Recrutés pour des sommes dérisoires — parfois l’équivalent de 4 dollars par jour — ces « hommes de main » opèrent souvent en groupes structurés. Une étude menée par un cabinet basé à Nairobi met en évidence une véritable tarification de ces services, variant selon le niveau des commanditaires politiques.

Derrière ce phénomène se cachent des trajectoires individuelles marquées par la précarité. Comme Marius, 27 ans, qui dit avoir rejoint ces réseaux dès l’adolescence faute de perspectives. Originaire d’un quartier défavorisé de Nairobi, il évoque un quotidien sans alternatives dans un pays où une large partie de la population vit sous le seuil de pauvreté. Malgré une certaine fierté affichée, son témoignage révèle aussi regrets et désillusions.

Les accusations de collusion entre voyous et forces de sécurité renforcent les inquiétudes. Plusieurs incidents récents, documentés par des témoins et des images, suggèrent une coopération tacite lors de manifestations, avec des violences visant des civils et des militants.

Si la police kényane rejette ces accusations et promet des enquêtes, les analystes estiment que le phénomène est profondément enraciné. Le recours à ces groupes serait notamment lié à un manque de confiance dans les institutions sécuritaires, poussant certains responsables politiques à s’entourer de leurs propres dispositifs de coercition.

Historiquement, cette pratique remonte aux années 1990, période marquée par des violences politiques instrumentalisées. Aujourd’hui encore, elle semble se perpétuer, alimentée par le chômage massif des jeunes et une compétition électorale intense.

Dans une économie où des centaines de milliers de jeunes arrivent chaque année sur le marché du travail sans perspectives suffisantes, ces réseaux apparaissent comme une source de revenus, aussi précaire que dangereuse.
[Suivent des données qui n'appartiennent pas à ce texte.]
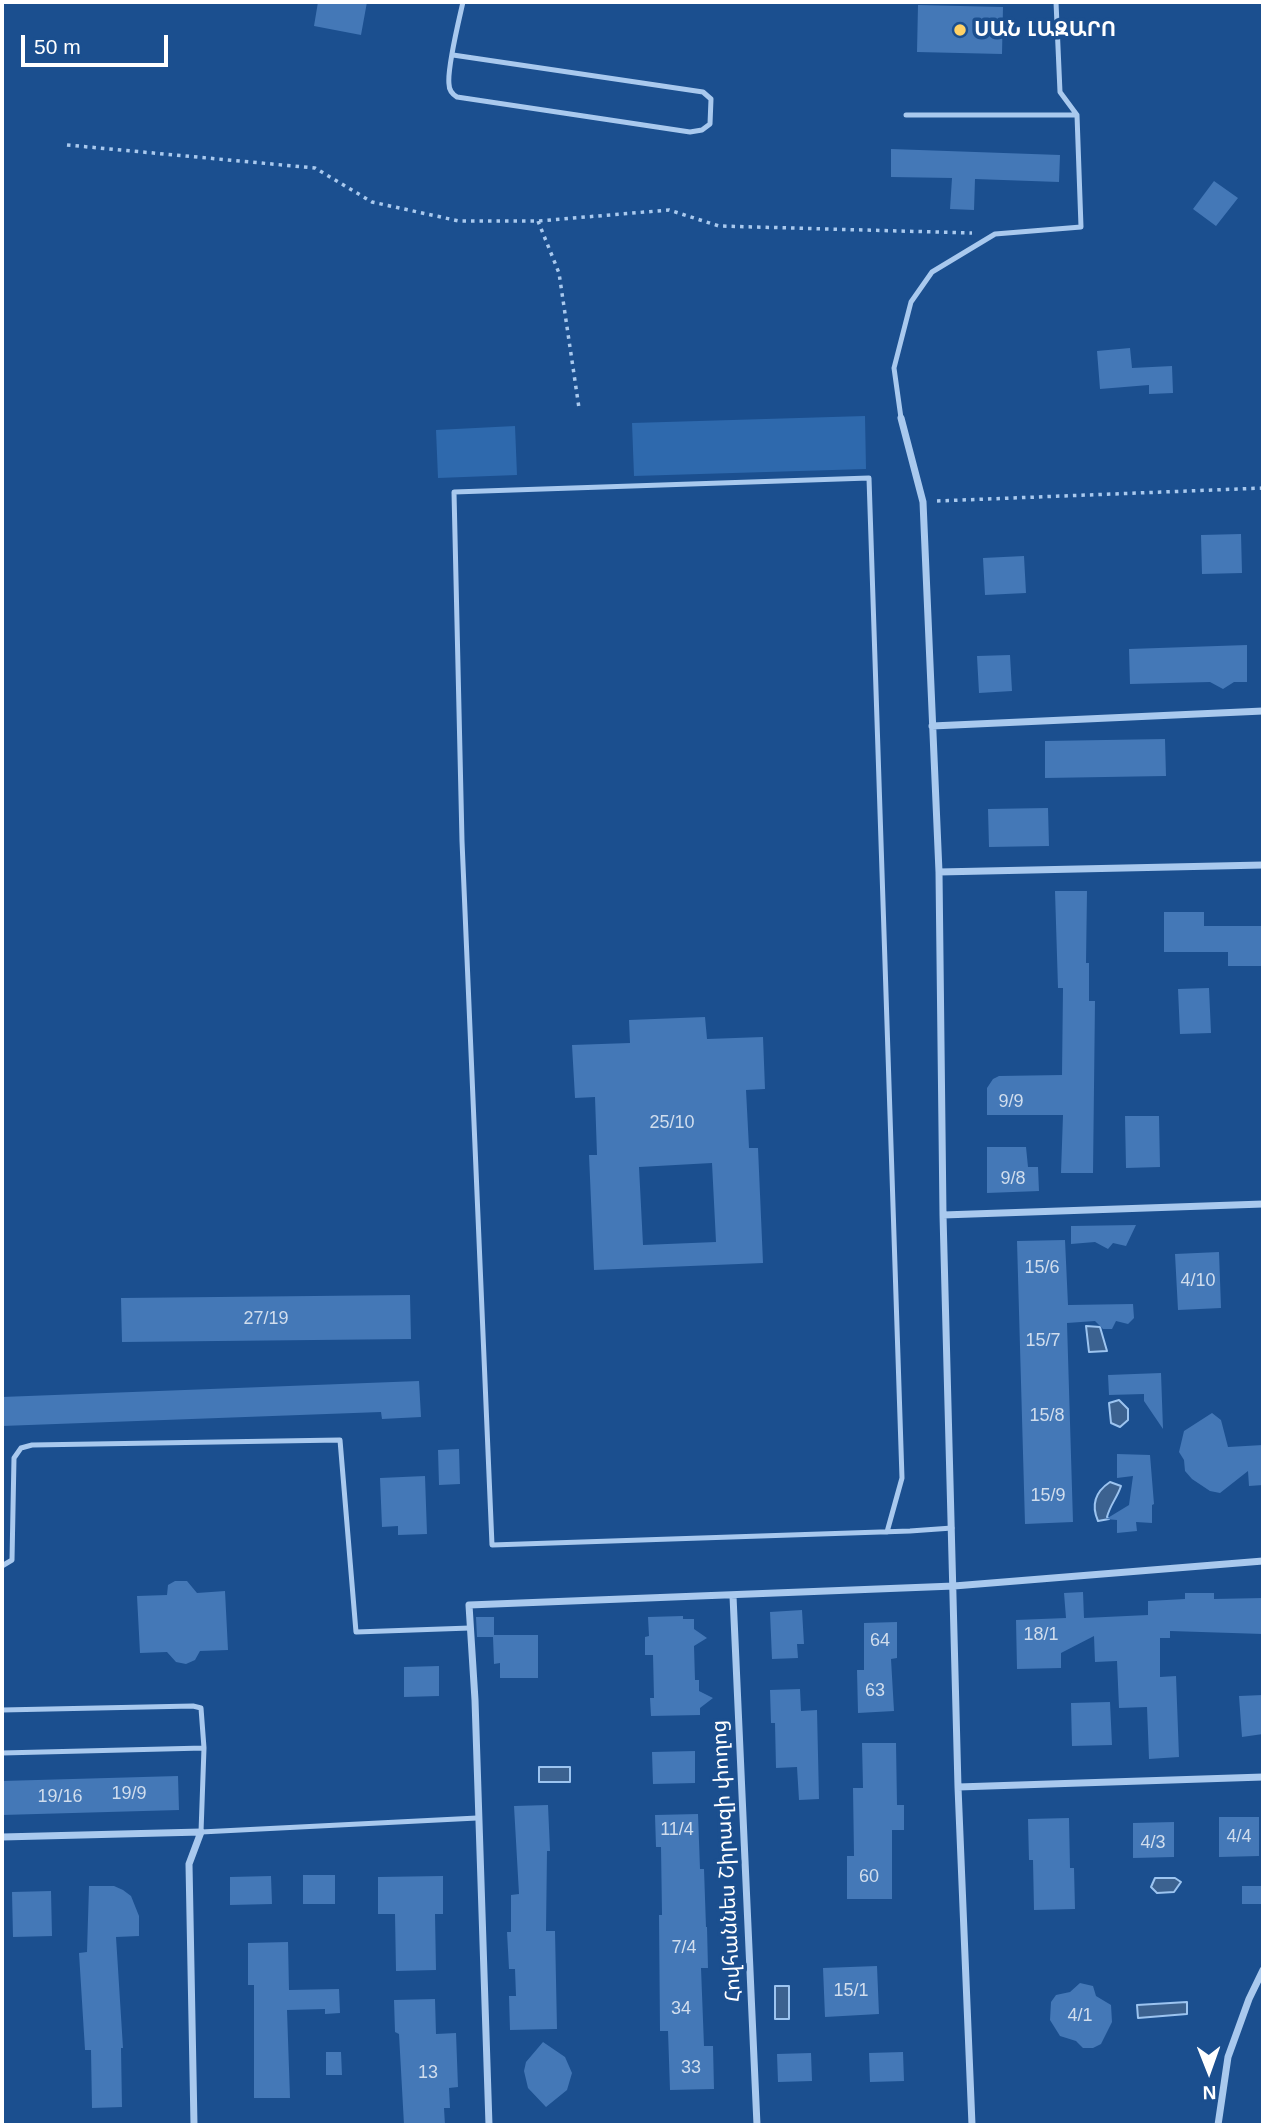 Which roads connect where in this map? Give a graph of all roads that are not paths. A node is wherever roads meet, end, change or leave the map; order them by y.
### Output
1 (463, 2) edge
2 (1056, 2) edge
3 (453, 55) junction
4 (906, 115) dead end
5 (1077, 115) junction
6 (901, 418) joint
7 (1263, 711) edge
8 (932, 726) junction
9 (1263, 865) edge
10 (939, 872) junction
11 (1263, 1204) edge
12 (943, 1215) junction
13 (952, 1528) junction
14 (887, 1531) junction
15 (1263, 1561) edge
16 (2, 1566) edge
17 (954, 1586) junction
18 (733, 1596) junction
19 (470, 1628) junction
20 (2, 1710) edge
21 (205, 1748) junction
22 (2, 1753) edge
23 (1263, 1777) edge
24 (958, 1787) junction
25 (477, 1818) junction
26 (201, 1832) junction
27 (2, 1837) edge
28 (1263, 1970) edge
29 (194, 2125) edge
30 (489, 2125) edge
31 (757, 2125) edge
32 (972, 2125) edge
33 (1219, 2125) edge

1 - 3 lane
2 - 5 lane
3 - 3 lane
4 - 5 lane
5 - 6 lane
6 - 8 street
7 - 8 street
8 - 10 street
9 - 10 street
10 - 12 street
11 - 12 street
12 - 13 street
13 - 14 lane
13 - 17 street
14 - 14 lane
15 - 17 street
16 - 19 lane
17 - 18 street
17 - 24 street
18 - 19 street
18 - 31 street, Հովհաննես Շիրազի փողոց
19 - 25 street
20 - 21 lane
21 - 22 lane
21 - 26 lane
23 - 24 street
24 - 32 street
25 - 26 lane
25 - 30 street
26 - 27 street
26 - 29 street
28 - 33 street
Certains, comme Daniel, diplômé mais sans emploi, reconnaissent avoir basculé dans ces activités par nécessité, malgré les conséquences morales.

À l’approche des prochaines échéances électorales, les organisations de la société civile redoutent une escalade de la violence. Pour elles, sans réforme profonde du système politique et sécuritaire, le risque d’élections contestées et instables reste élevé.